Coronado Farms, a branch within Riverview, is about 20 minutes south of Wilcox. Riverview bought the farm back in 2015, and now they’re asking who wouldn’t want to live there?
The primary focus at the Coronado site is heifer development. The site receives 90-day-old female cows that were born in the Riverview system, and helps raise them to become mature cows. They milk about 7,500 cows a day, enough to fill eight trucks headed to New Mexico. South Dakota, Minnesota and Nebraska are also sites they deliver to.
When it comes to what attracted them to the southwest, Community Relations for Riverview Moiria White says it’s the climate.
“The same thing that brings winter visitors is the same thing that brought Riverview here,” White says. “We can raise these heifers for half the cost down here. The climate is just awesome.”
Another popular attraction to the Wilcox area is the easy access to water. With a 2,000 square mile basin, the town relies solely on ground water. Since it’s unregulated, all it takes is a well to reach the water. However, the lack of regulation does create some issues.
“Unfortunately, the many hundreds of wells in the Wilcox area are all sucking from the same basin of water and eventually working together to drain that bowl,” says Laurel Lacher of Lacher Hydrological consulting. “Similar to if you were drinking a glass of water through a straw and you sucked it dry.”

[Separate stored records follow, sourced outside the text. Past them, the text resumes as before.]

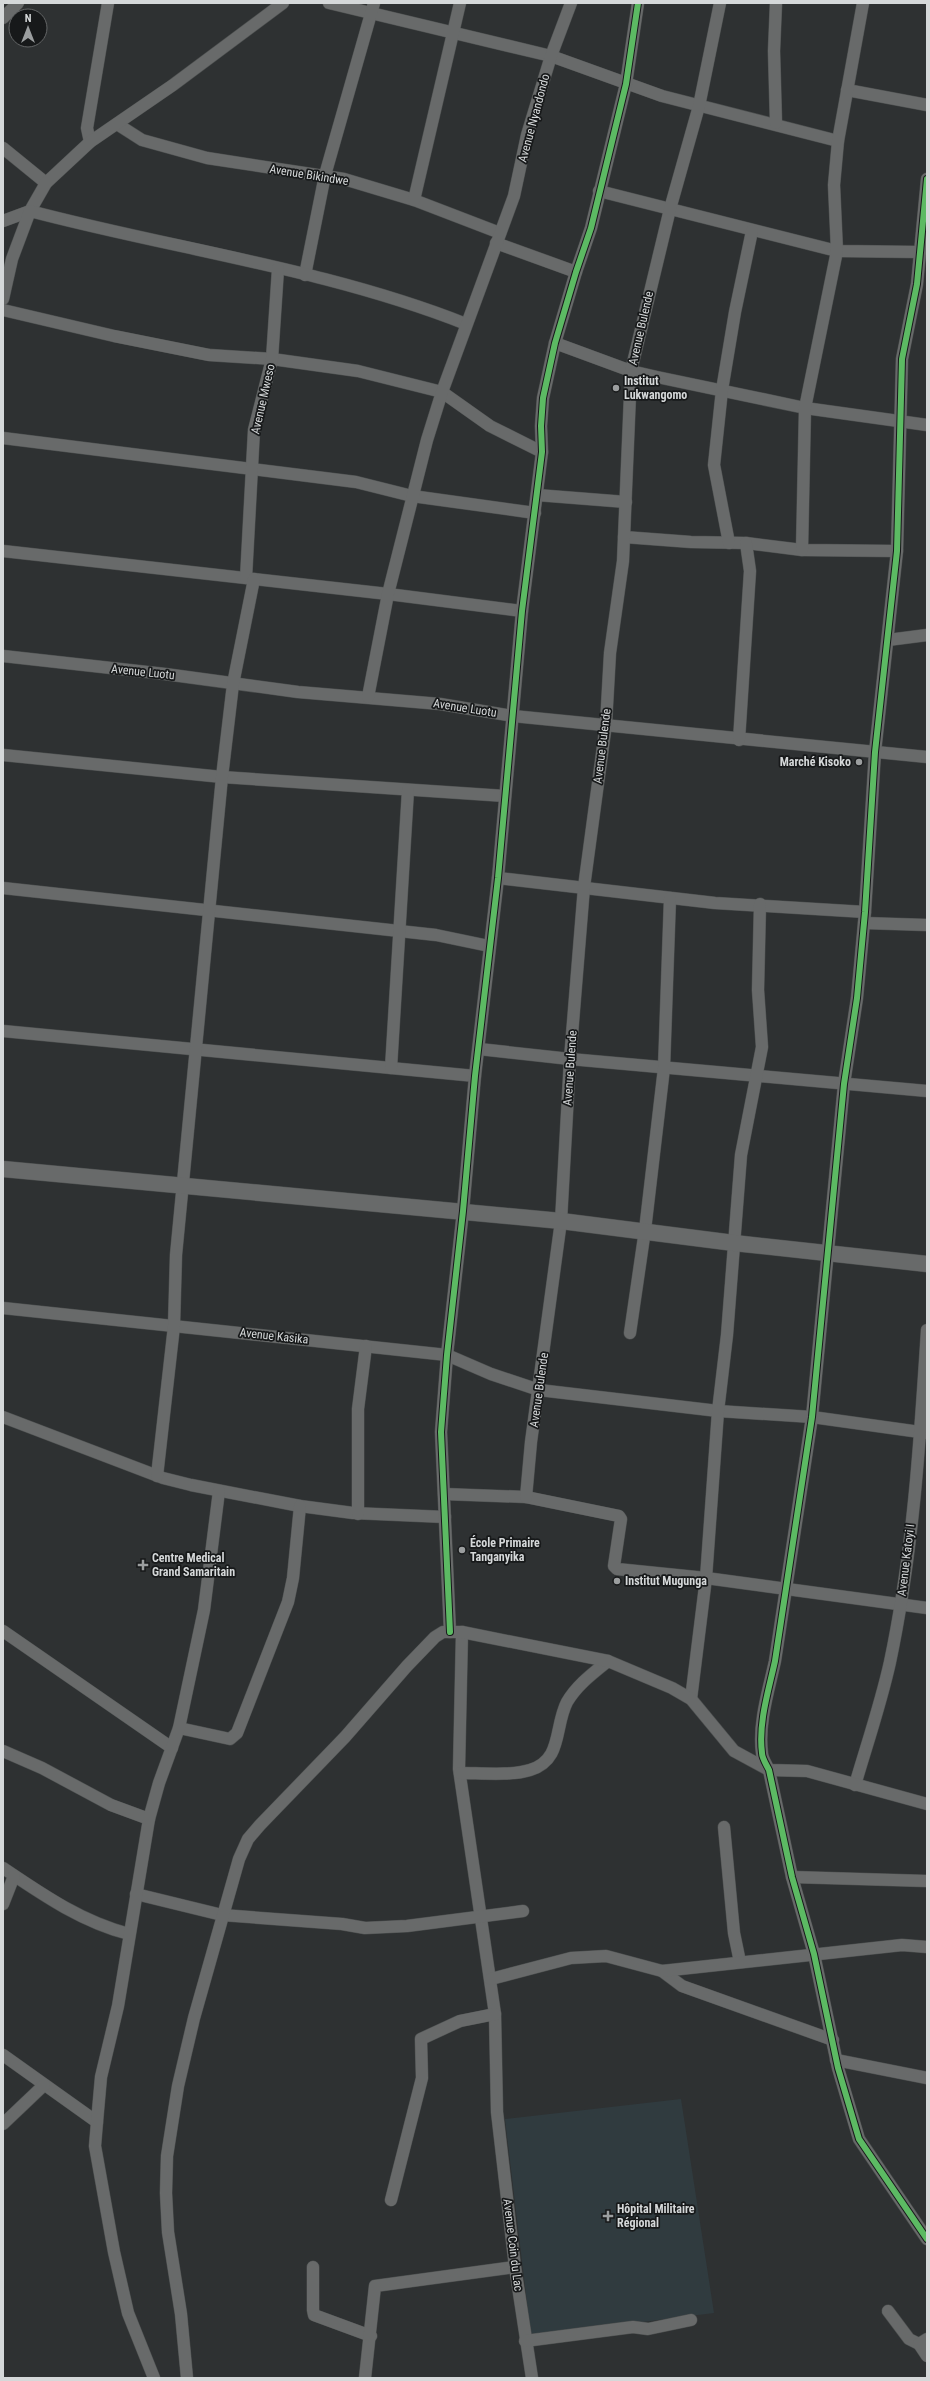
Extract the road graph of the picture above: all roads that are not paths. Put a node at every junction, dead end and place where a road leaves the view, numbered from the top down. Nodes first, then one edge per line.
1 (108, 3) edge
2 (329, 3) edge
3 (460, 3) edge
4 (571, 3) edge
5 (638, 3) edge
6 (720, 3) edge
7 (776, 3) edge
8 (863, 3) edge
9 (280, 4) edge
10 (373, 9) edge
11 (453, 33) junction
12 (551, 56) junction
13 (626, 84) junction
14 (847, 90) junction
15 (927, 105) edge
16 (699, 106) junction
17 (776, 123) junction
18 (117, 124) junction
19 (838, 141) junction
20 (90, 142) junction
21 (3, 148) edge
22 (325, 175) junction
23 (927, 179) edge
24 (46, 183) junction
25 (599, 191) junction
26 (414, 200) junction
27 (670, 209) junction
28 (30, 211) junction
29 (3, 221) edge
30 (752, 231) junction
31 (498, 238) junction
32 (837, 251) junction
33 (920, 252) junction
34 (278, 269) junction
35 (576, 272) junction
36 (305, 275) junction
37 (922, 285) edge
38 (3, 299) edge
39 (3, 310) edge
40 (466, 324) junction
41 (555, 344) junction
42 (272, 359) junction
43 (631, 371) junction
44 (722, 390) junction
45 (442, 392) junction
46 (806, 408) junction
47 (900, 422) junction
48 (927, 425) edge
49 (3, 438) edge
50 (542, 452) junction
51 (253, 468) junction
52 (537, 495) junction
53 (412, 496) junction
54 (626, 502) junction
55 (535, 513) junction
56 (624, 537) junction
57 (729, 543) junction
58 (746, 543) junction
59 (802, 550) junction
60 (3, 551) edge
61 (897, 551) junction
62 (250, 578) junction
63 (388, 594) junction
64 (522, 611) junction
65 (927, 635) edge
66 (888, 640) junction
67 (3, 656) edge
68 (233, 684) junction
69 (368, 697) junction
70 (513, 716) junction
71 (606, 724) junction
72 (740, 740) junction
73 (875, 752) junction
74 (3, 754) edge
75 (927, 757) edge
76 (222, 777) junction
77 (408, 790) junction
78 (505, 796) junction
79 (498, 878) junction
80 (584, 887) junction
81 (3, 888) edge
82 (670, 898) junction
83 (760, 904) junction
84 (209, 910) junction
85 (864, 917) junction
86 (927, 925) edge
87 (398, 931) junction
88 (489, 946) junction
89 (3, 1031) edge
90 (479, 1049) junction
91 (194, 1051) junction
92 (570, 1059) junction
93 (391, 1068) junction
94 (664, 1068) junction
95 (474, 1076) junction
96 (758, 1076) junction
97 (844, 1084) junction
98 (927, 1091) edge
99 (3, 1169) edge
100 (183, 1188) junction
101 (463, 1211) junction
102 (561, 1221) junction
103 (645, 1230) junction
104 (734, 1243) junction
105 (828, 1252) junction
106 (927, 1264) edge
107 (3, 1308) edge
108 (174, 1326) junction
109 (927, 1330) edge
110 (630, 1333) dead end
111 (366, 1346) junction
112 (447, 1355) junction
113 (539, 1390) junction
114 (718, 1410) junction
115 (3, 1417) edge
116 (812, 1417) junction
117 (924, 1432) edge
118 (157, 1476) junction
119 (219, 1491) junction
120 (444, 1494) junction
121 (526, 1496) junction
122 (300, 1506) junction
123 (358, 1514) junction
124 (446, 1517) junction
125 (706, 1578) junction
126 (785, 1588) junction
127 (901, 1604) junction
128 (927, 1608) edge
129 (3, 1631) edge
130 (456, 1632) junction
131 (608, 1661) junction
132 (691, 1699) junction
133 (179, 1728) junction
134 (172, 1748) junction
135 (3, 1751) edge
136 (769, 1770) junction
137 (460, 1774) junction
138 (855, 1785) junction
139 (927, 1804) edge
140 (149, 1818) junction
141 (724, 1827) dead end
142 (3, 1868) edge
143 (14, 1876) junction
144 (792, 1877) junction
145 (927, 1881) edge
146 (136, 1894) junction
147 (3, 1904) edge
148 (522, 1911) dead end
149 (222, 1915) junction
150 (480, 1916) junction
151 (129, 1934) junction
152 (927, 1947) edge
153 (814, 1954) junction
154 (740, 1962) junction
155 (662, 1971) junction
156 (491, 1979) junction
157 (495, 2014) junction
158 (833, 2040) junction
159 (3, 2055) edge
160 (836, 2060) junction
161 (927, 2078) edge
162 (44, 2084) junction
163 (97, 2122) junction
164 (3, 2124) edge
165 (391, 2200) dead end
166 (927, 2239) edge
167 (313, 2266) dead end
168 (515, 2267) junction
169 (888, 2311) dead end
170 (691, 2320) dead end
171 (371, 2336) junction
172 (525, 2341) junction
173 (923, 2341) edge
174 (927, 2356) edge
175 (154, 2378) edge
176 (187, 2378) edge
177 (365, 2378) edge
178 (532, 2378) edge

1 - 20 street
2 - 10 street
3 - 11 street
4 - 12 street, Avenue Nyandondo
5 - 13 street, Avenue Coin du Lac
6 - 16 street, Avenue Bulende
7 - 17 street
8 - 14 street
9 - 18 street
10 - 11 street
10 - 22 street
11 - 12 street
11 - 26 street
12 - 13 street
12 - 31 street, Avenue Nyandondo
13 - 16 street
13 - 25 street, Avenue Coin du Lac
14 - 15 street
14 - 19 street
16 - 17 street
16 - 27 street, Avenue Bulende
17 - 19 street
18 - 20 street
18 - 22 street, Avenue Bikindwe
19 - 32 street
20 - 24 street
21 - 24 street
22 - 26 street, Avenue Bikindwe
22 - 36 street
23 - 33 street
24 - 28 street
25 - 27 street
25 - 35 street, Avenue Coin du Lac
26 - 31 street, Avenue Bikindwe
27 - 30 street
27 - 43 street, Avenue Bulende
28 - 29 street
28 - 34 street
28 - 38 street
30 - 32 street
30 - 44 street
31 - 35 street, Avenue Bikindwe
31 - 40 street, Avenue Nyandondo
32 - 33 street
32 - 46 street
33 - 37 street
34 - 36 street
34 - 42 street, Avenue Mweso
35 - 41 street, Avenue Coin du Lac
36 - 40 street
37 - 47 street
39 - 42 street
40 - 45 street, Avenue Nyandondo
41 - 43 street
41 - 50 street, Avenue Coin du Lac
42 - 45 street
42 - 51 street, Avenue Mweso
43 - 44 street
43 - 54 street, Avenue Bulende
44 - 46 street
44 - 57 street
45 - 50 street
45 - 53 street, Avenue Nyandondo
46 - 47 street
46 - 59 street
47 - 48 street
47 - 61 street
49 - 51 street
50 - 52 street, Avenue Coin du Lac
51 - 53 street
51 - 62 street, Avenue Mweso
52 - 54 street
52 - 55 street, Avenue Coin du Lac
53 - 55 street
53 - 63 street, Avenue Nyandondo
54 - 56 street, Avenue Bulende
55 - 64 street, Avenue Coin du Lac
56 - 57 street
56 - 71 street, Avenue Bulende
57 - 58 street
58 - 59 street
58 - 72 street
59 - 61 street
60 - 62 street
61 - 66 street
62 - 63 street
62 - 68 street, Avenue Mweso
63 - 64 street
63 - 69 street, Avenue Nyandondo
64 - 70 street, Avenue Coin du Lac
65 - 66 street
66 - 73 street
67 - 68 street, Avenue Luotu
68 - 69 street, Avenue Luotu
68 - 76 street, Avenue Mweso
69 - 70 street, Avenue Luotu
70 - 71 street, Avenue Luotu
70 - 78 street, Avenue Coin du Lac
71 - 72 street, Avenue Luotu
71 - 80 street, Avenue Bulende
72 - 73 street, Avenue Luotu
73 - 75 street, Avenue Luotu
73 - 85 street
74 - 76 street
76 - 77 street
76 - 84 street, Avenue Mweso
77 - 78 street
77 - 87 street
78 - 79 street, Avenue Coin du Lac
79 - 80 street
79 - 88 street, Avenue Coin du Lac
80 - 82 street
80 - 92 street, Avenue Bulende
81 - 84 street
82 - 83 street
82 - 94 street
83 - 85 street
83 - 96 street
84 - 87 street
84 - 91 street, Avenue Mweso
85 - 86 street
85 - 97 street
87 - 88 street
87 - 93 street
88 - 90 street, Avenue Coin du Lac
89 - 91 street
90 - 92 street
90 - 95 street, Avenue Coin du Lac
91 - 93 street
91 - 100 street, Avenue Mweso
92 - 94 street
92 - 102 street, Avenue Bulende
93 - 95 street
94 - 96 street
94 - 103 street
95 - 101 street, Avenue Coin du Lac
96 - 97 street
96 - 104 street
97 - 98 street
97 - 105 street
99 - 100 street
100 - 101 street
100 - 108 street, Avenue Mweso
101 - 102 street
101 - 112 street, Avenue Coin du Lac
102 - 103 street
102 - 113 street, Avenue Bulende
103 - 104 street
103 - 110 street
104 - 105 street
104 - 114 street
105 - 106 street
105 - 116 street
107 - 108 street, Avenue Kasika
108 - 111 street, Avenue Kasika
108 - 118 street, Avenue Mweso
109 - 117 street, Avenue Katoyi I
111 - 112 street, Avenue Kasika
111 - 123 street
112 - 113 street, Avenue Kasika
112 - 120 street, Avenue Coin du Lac
113 - 114 street, Avenue Kasika
113 - 121 street, Avenue Bulende
114 - 116 street, Avenue Kasika
114 - 125 street
115 - 118 street
116 - 117 street, Avenue Kasika
116 - 126 street
117 - 127 street, Avenue Katoyi I
118 - 119 street
119 - 122 street
119 - 133 street
120 - 121 street
120 - 124 street, Avenue Coin du Lac
121 - 125 street
122 - 123 street
122 - 133 street
123 - 124 street
124 - 130 street, Avenue Coin du Lac
125 - 126 street
125 - 132 street
126 - 127 street
126 - 136 street
127 - 128 street
127 - 138 street, Avenue Katoyi I
129 - 134 street
130 - 131 street
130 - 137 street, Avenue Coin du Lac
130 - 149 street
131 - 132 street
131 - 137 street
132 - 136 street
133 - 134 street
134 - 140 street
135 - 140 street
136 - 138 street
136 - 144 street
137 - 150 street, Avenue Coin du Lac
138 - 139 street
140 - 146 street
141 - 154 street
142 - 143 street
143 - 147 street
143 - 151 street
144 - 145 street
144 - 153 street
146 - 149 street
146 - 151 street
148 - 150 street
149 - 150 street
149 - 176 street
150 - 156 street, Avenue Coin du Lac
151 - 163 street
152 - 153 street
153 - 154 street
153 - 158 street
154 - 155 street
155 - 156 street
155 - 158 street
156 - 157 street, Avenue Coin du Lac
157 - 165 street
157 - 168 street, Avenue Coin du Lac
158 - 160 street
159 - 162 street
160 - 161 street
160 - 166 street
162 - 163 street
162 - 164 street
163 - 175 street
167 - 171 street
168 - 171 street
168 - 172 street, Avenue Coin du Lac
169 - 173 street
170 - 172 street
171 - 177 street
172 - 178 street, Avenue Coin du Lac
173 - 174 street

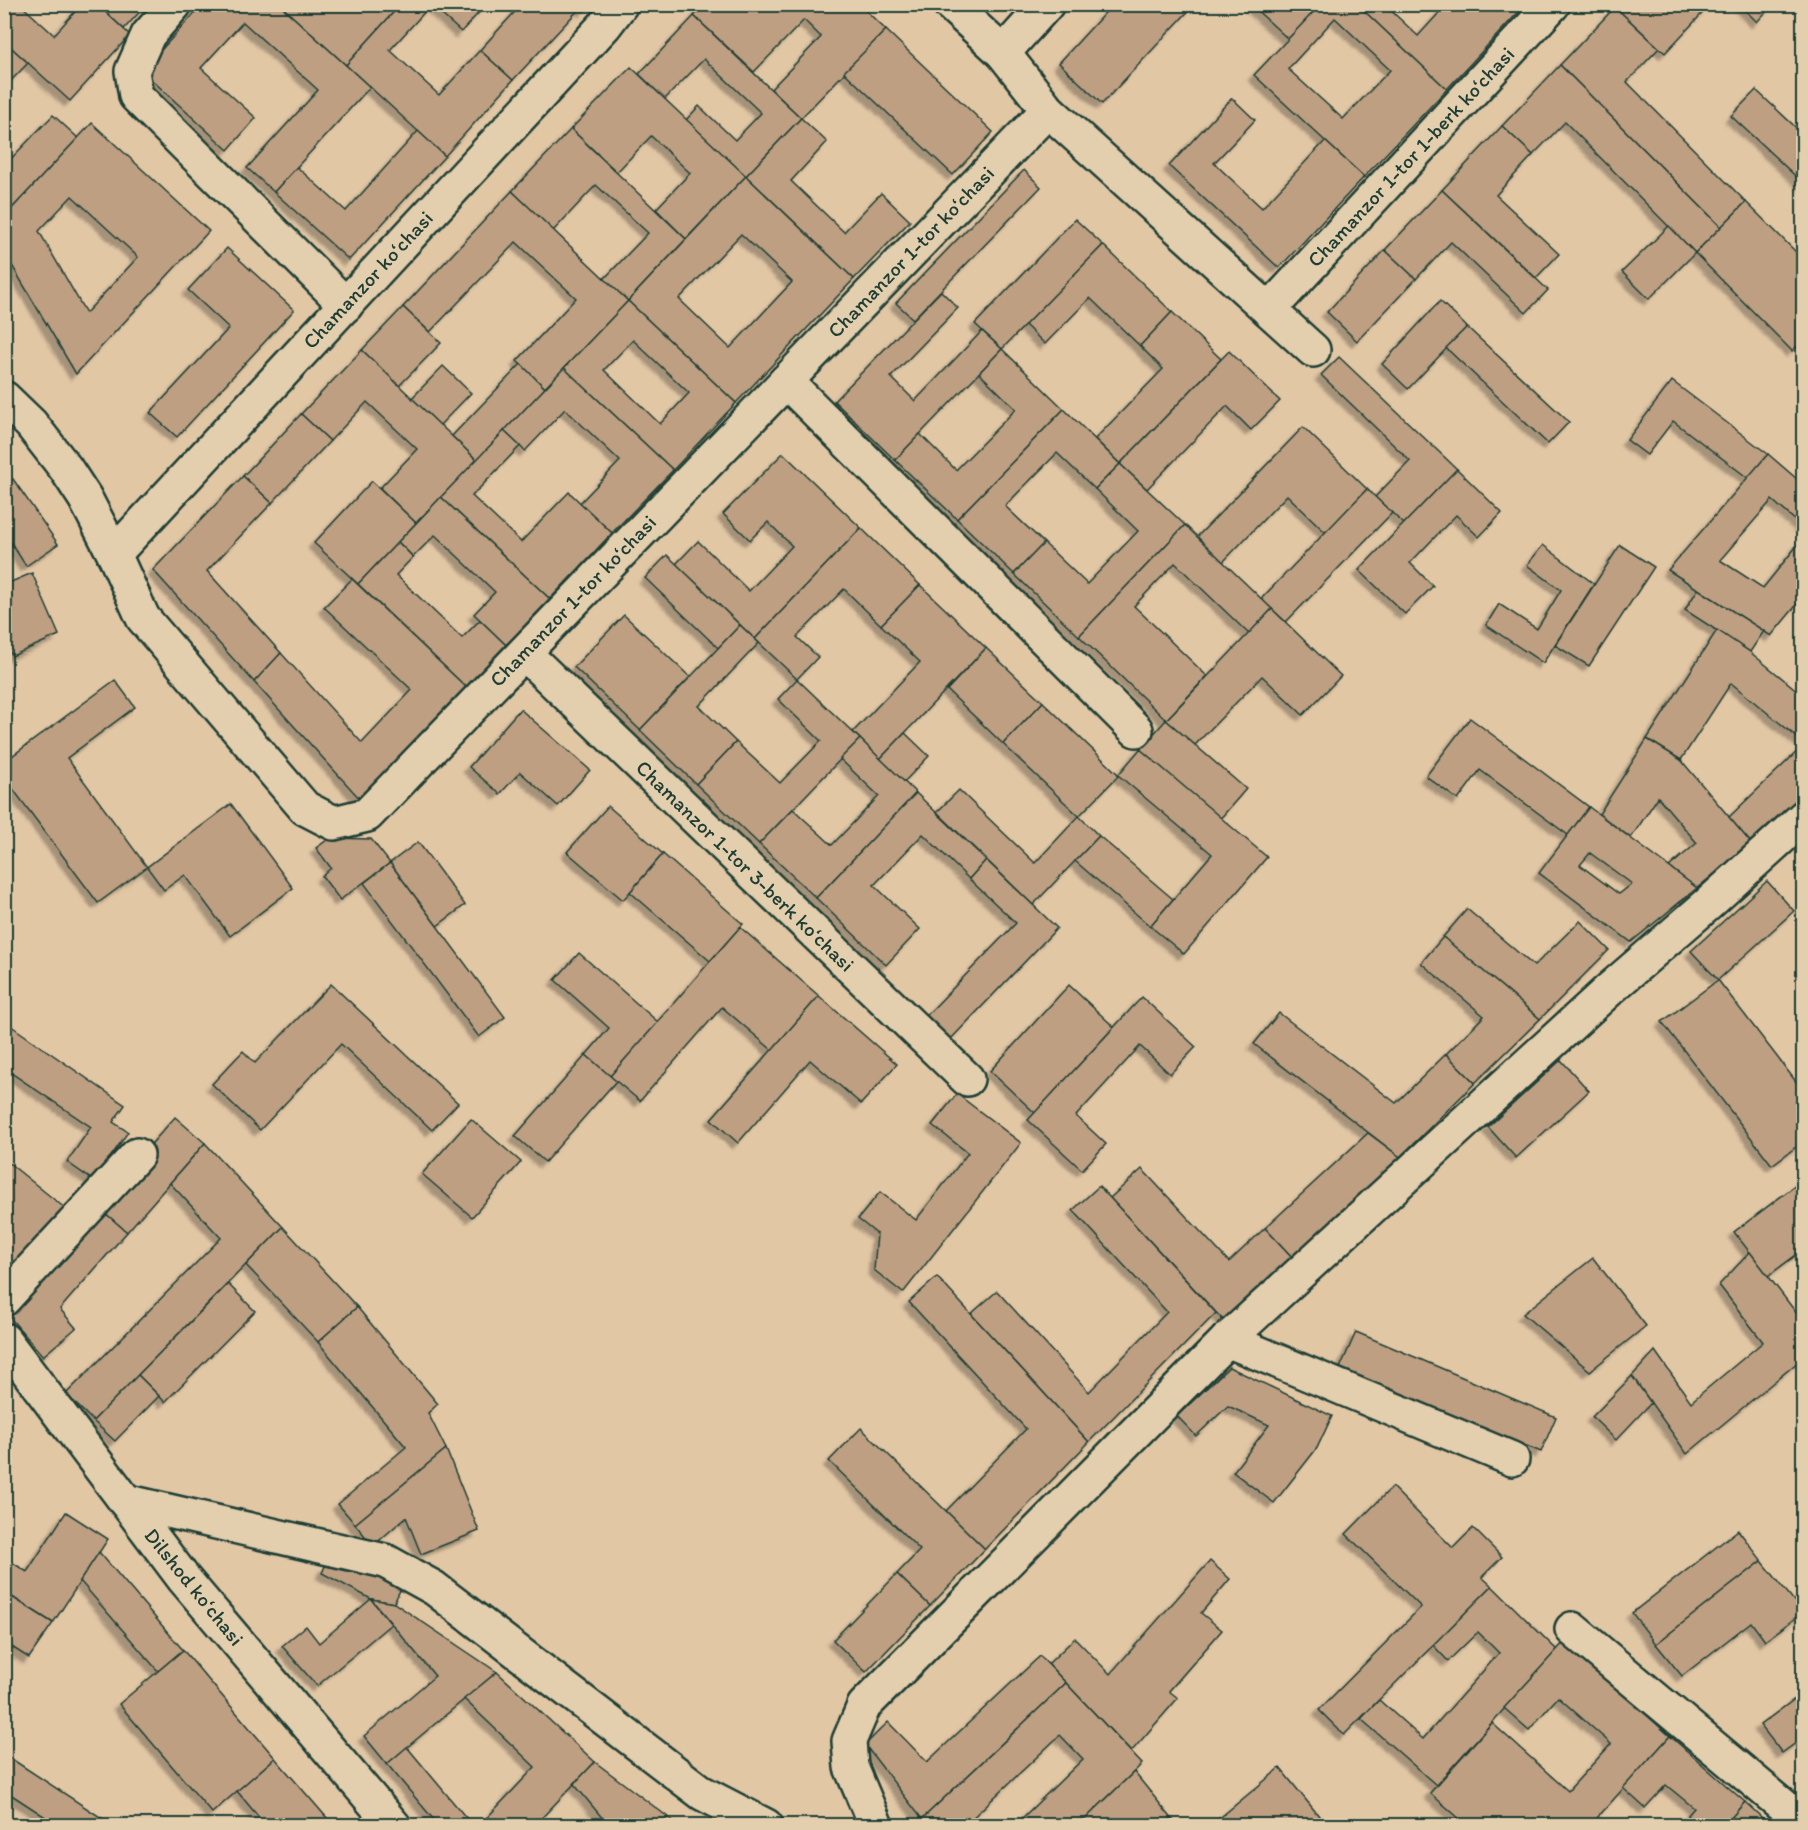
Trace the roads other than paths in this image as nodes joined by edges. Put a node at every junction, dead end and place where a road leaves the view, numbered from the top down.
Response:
1 (175, 4) edge
2 (621, 4) edge
3 (950, 4) edge
4 (1047, 4) edge
5 (1553, 4) edge
6 (1003, 53) junction
7 (1047, 110) junction
8 (346, 305) junction
9 (1269, 310) junction
10 (1313, 350) dead end
11 (786, 381) junction
12 (4, 398) edge
13 (114, 554) junction
14 (524, 653) junction
15 (1136, 730) dead end
16 (1803, 817) edge
17 (967, 1079) dead end
18 (137, 1155) dead end
19 (4, 1299) edge
20 (4, 1340) edge
21 (1227, 1340) junction
22 (1512, 1459) dead end
23 (125, 1502) junction
24 (1572, 1629) dead end
25 (1803, 1822) edge
26 (394, 1826) edge
27 (766, 1826) edge
28 (876, 1826) edge

1 - 8 street
2 - 8 street, Chamanzor koʻchasi
3 - 6 street
4 - 6 street
5 - 9 street, Chamanzor 1-tor 1-berk koʻchasi
6 - 7 street
7 - 9 street
7 - 11 street, Chamanzor 1-tor koʻchasi
8 - 13 street, Chamanzor koʻchasi
9 - 10 street
11 - 14 street, Chamanzor 1-tor koʻchasi
11 - 15 street
12 - 13 street, Chamanzor 1-tor koʻchasi
13 - 14 street, Chamanzor 1-tor koʻchasi
14 - 17 street, Chamanzor 1-tor 3-berk koʻchasi
16 - 21 street
18 - 19 street
20 - 23 street, Dilshod koʻchasi
21 - 22 street
21 - 28 street
23 - 26 street, Dilshod koʻchasi
23 - 27 street
24 - 25 street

Some farmers have transitioned from growing high water using crops like alfalfa to lower water using crops like grapes, Lacher says. It’s fortunate that the land is good for grapes for people like Rod Keeling, owner of Keeling Schaefer Vineyards. It uses less and brings in more than any other crop, Keeling says.
Are water regulations in Wilcox’s future? The residents have mixed feelings, but member of the Cochise County Board of Supervisors says most enjoy how things are now. She says the will of the area is to go on, take their chances, and pray for rain.